So within this blog I am going to be painfully honest to the point of upsetting people and sometimes it needs to be done.
If you don’t live with a chronic illness (and for the sake of this blog we shall use fibromyalgia as the example) not try and say you understand what I am going through when even my closest friends and family have no clue what so ever.
Don’t try and liken your illnesses and ailments to what I (and many others) go through on an hourly basis because, without this sounding the way it will, it’s nothing like what I go through.
If I could swap my entire skeleton, soft tissues etc for a new set I would take that up in a flash. You may be in pain, I have no doubt you have pain, the difference is mine is ALWAYS THERE AND WILL NEVER GO AWAY, yours can easily be treated with painkillers…. mine can be treated but it doesn’t get rid of it completely…. and there just comes to a time when it builds up and up and up and then nothing fucking helps. I’ve been through various flares and ONE FMS crisis and I hope and pray to whatever gods are listening that if I have to go through another crisis it isn’t for a very long time and I can be curled up in bed for the week that it happens.
I am not trying to poop on your own illnesses and/or ailments.

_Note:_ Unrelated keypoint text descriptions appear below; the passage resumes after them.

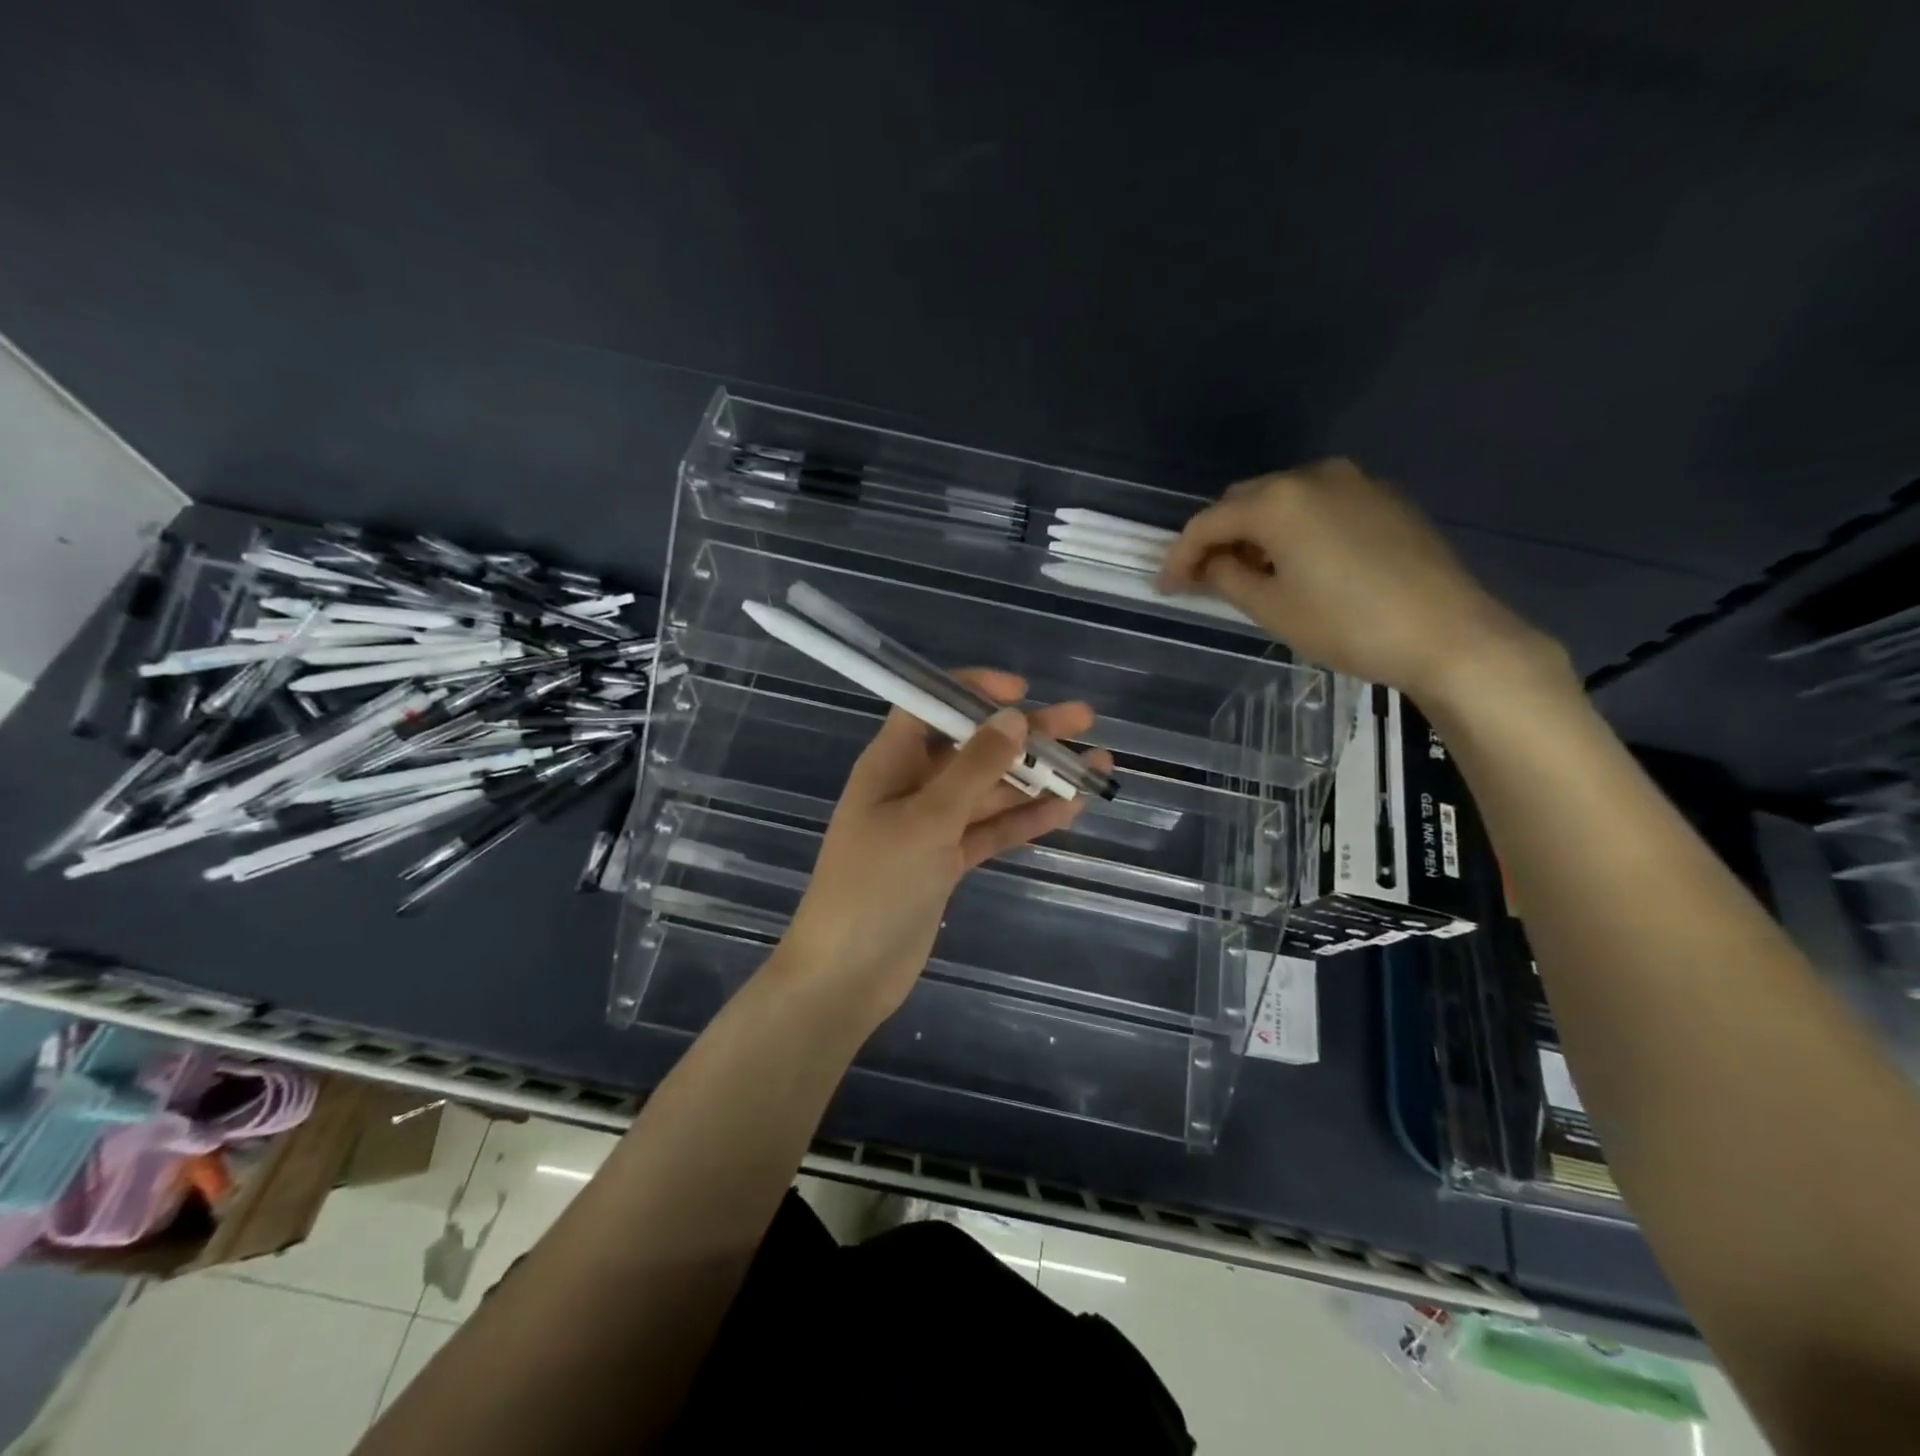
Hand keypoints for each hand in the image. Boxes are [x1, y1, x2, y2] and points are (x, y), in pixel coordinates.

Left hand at [779, 671, 1111, 1027]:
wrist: (848, 975)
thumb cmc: (875, 885)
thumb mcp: (926, 820)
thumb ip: (973, 768)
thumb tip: (1014, 717)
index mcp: (891, 763)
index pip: (930, 706)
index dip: (972, 691)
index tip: (1021, 692)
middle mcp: (912, 787)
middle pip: (974, 748)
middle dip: (1026, 734)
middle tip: (1084, 720)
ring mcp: (932, 827)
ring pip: (991, 791)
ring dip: (1038, 778)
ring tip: (1095, 766)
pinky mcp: (948, 863)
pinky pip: (993, 830)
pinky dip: (1026, 819)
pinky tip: (1068, 809)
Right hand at [1158, 459, 1563, 706]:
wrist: (1448, 633)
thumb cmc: (1348, 625)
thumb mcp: (1272, 609)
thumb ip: (1225, 578)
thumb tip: (1202, 566)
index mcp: (1279, 500)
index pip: (1209, 522)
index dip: (1180, 556)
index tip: (1166, 587)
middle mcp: (1313, 476)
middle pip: (1244, 501)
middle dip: (1219, 538)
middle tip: (1206, 580)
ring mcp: (1355, 482)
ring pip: (1283, 499)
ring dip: (1257, 532)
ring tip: (1253, 575)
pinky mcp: (1383, 498)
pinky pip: (1319, 504)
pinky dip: (1295, 528)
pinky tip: (1298, 563)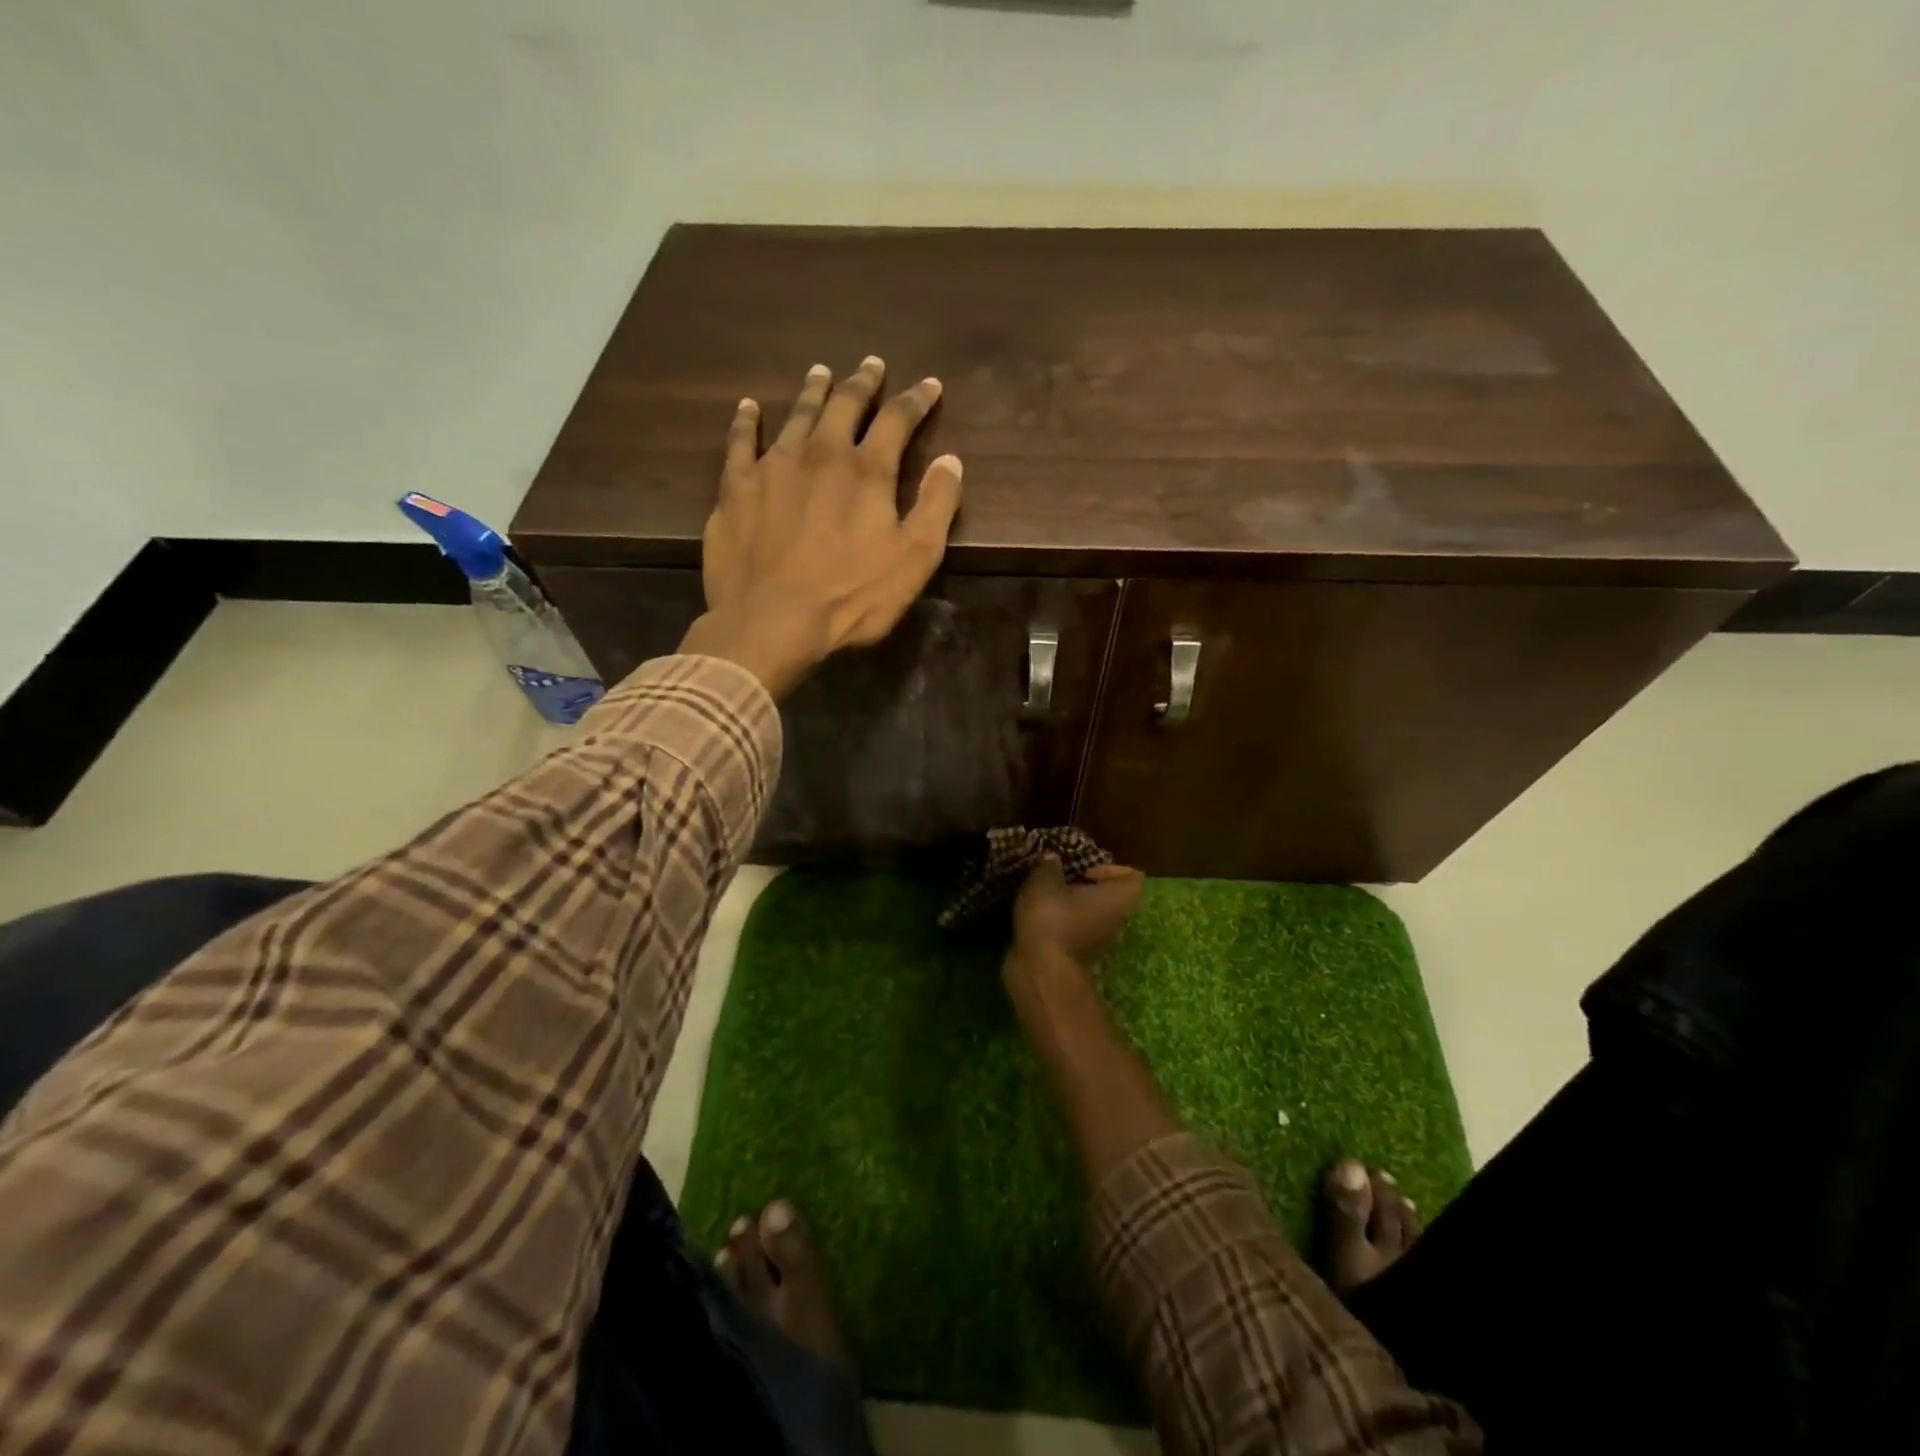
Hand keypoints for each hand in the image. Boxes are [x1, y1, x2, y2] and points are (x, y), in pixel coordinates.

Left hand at [679, 357, 962, 696]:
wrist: (771, 620)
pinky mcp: (736, 487)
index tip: (929, 386)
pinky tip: (749, 407)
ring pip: (797, 415)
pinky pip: (740, 441)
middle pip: (845, 404)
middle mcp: (821, 453)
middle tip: (871, 364)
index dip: (916, 400)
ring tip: (821, 372)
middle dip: (862, 383)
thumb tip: (950, 460)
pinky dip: (746, 420)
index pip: (897, 420)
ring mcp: (773, 466)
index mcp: (867, 471)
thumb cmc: (851, 597)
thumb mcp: (914, 559)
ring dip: (813, 391)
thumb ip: (936, 505)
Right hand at [1011, 856, 1146, 968]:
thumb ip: (1050, 866)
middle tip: (1065, 879)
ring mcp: (1102, 942)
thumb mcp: (1044, 880)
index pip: (1133, 877)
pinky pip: (1080, 930)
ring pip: (1095, 915)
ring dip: (1076, 905)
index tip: (1086, 870)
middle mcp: (1118, 920)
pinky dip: (1066, 922)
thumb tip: (1052, 859)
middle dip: (1090, 886)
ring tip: (1051, 896)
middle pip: (1113, 897)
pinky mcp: (1082, 955)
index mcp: (1118, 898)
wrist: (1041, 970)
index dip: (1112, 869)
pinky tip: (1043, 916)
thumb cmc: (1052, 917)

I empathise with you because pain is the least of my issues….. shall we go in to them? Pain, hypersensitivity, bowel and bladder issues, insomnia, PAINsomnia (wherein you are in so much pain that you cannot sleep), memory loss, chronic depression, neuropathy, bad circulation, temporary blindness (this has happened to me and my GODS it’s terrifying), hearing issues, shakes, hot flushes, cold sweats (without any kind of a heads up as to when it will happen), balance issues, lack of coordination, chronic migraines…. I’ll stop there because there are literally hundreds more symptoms and issues related to fibromyalgia.
I have learned not to go into detail when someone says “hey how are you?” Because generally healthy people don’t want to hear about why you can barely walk ten steps without having to stop. And likewise we learn not to complain a lot. We don’t want to come across has hypochondriac or attention seeking; we are neither.
Today I went to town with my grans again. I don’t know why I do it anymore because the amount of stress it puts me under is ridiculous. I came home and was close to crying because of how Kath acts.
My actual Gran (Elsie) has a chest infection and has had it over a week but she felt the need to have to go in to town today to get some shopping done, we have 60 MP/H winds today rain too. I know when it comes right down to it, this was Gran’s choice…..however Kath never offered to do it for her. Then she spent the entire time complaining because THE DOCTOR CANNOT FIND ANYTHING WRONG, she is the only person I know who isn’t happy when there is nothing wrong. She has restless leg syndrome caused by a neck operation she had four ish years ago. But that’s not good enough for her. There MUST be something else wrong and the doctor WILL find out or they will just have to refer her. I can sympathise with RLS because I suffer with myoclonic jerks, not just in my legs but in my entire body…..I KNOW there is nothing that can be done and that’s fine, I just have to deal with it. She also has arthritis in her lower back and hips (so do I) and hers is down to age but THAT isn’t “good enough” for her; there just HAS to be something else. An hour later and she’s in the sweet shop saying that she’s never one to complain. HOW FUCKING DARE SHE? She always complains, it’s all she ever does is complain. It puts me off going to see my gran because Kath is there 90% of the time and I don’t want to hear about how this hurts or that hurts and nothing can be done or the doctor isn’t doing enough. It’s bullshit. Life is not about her.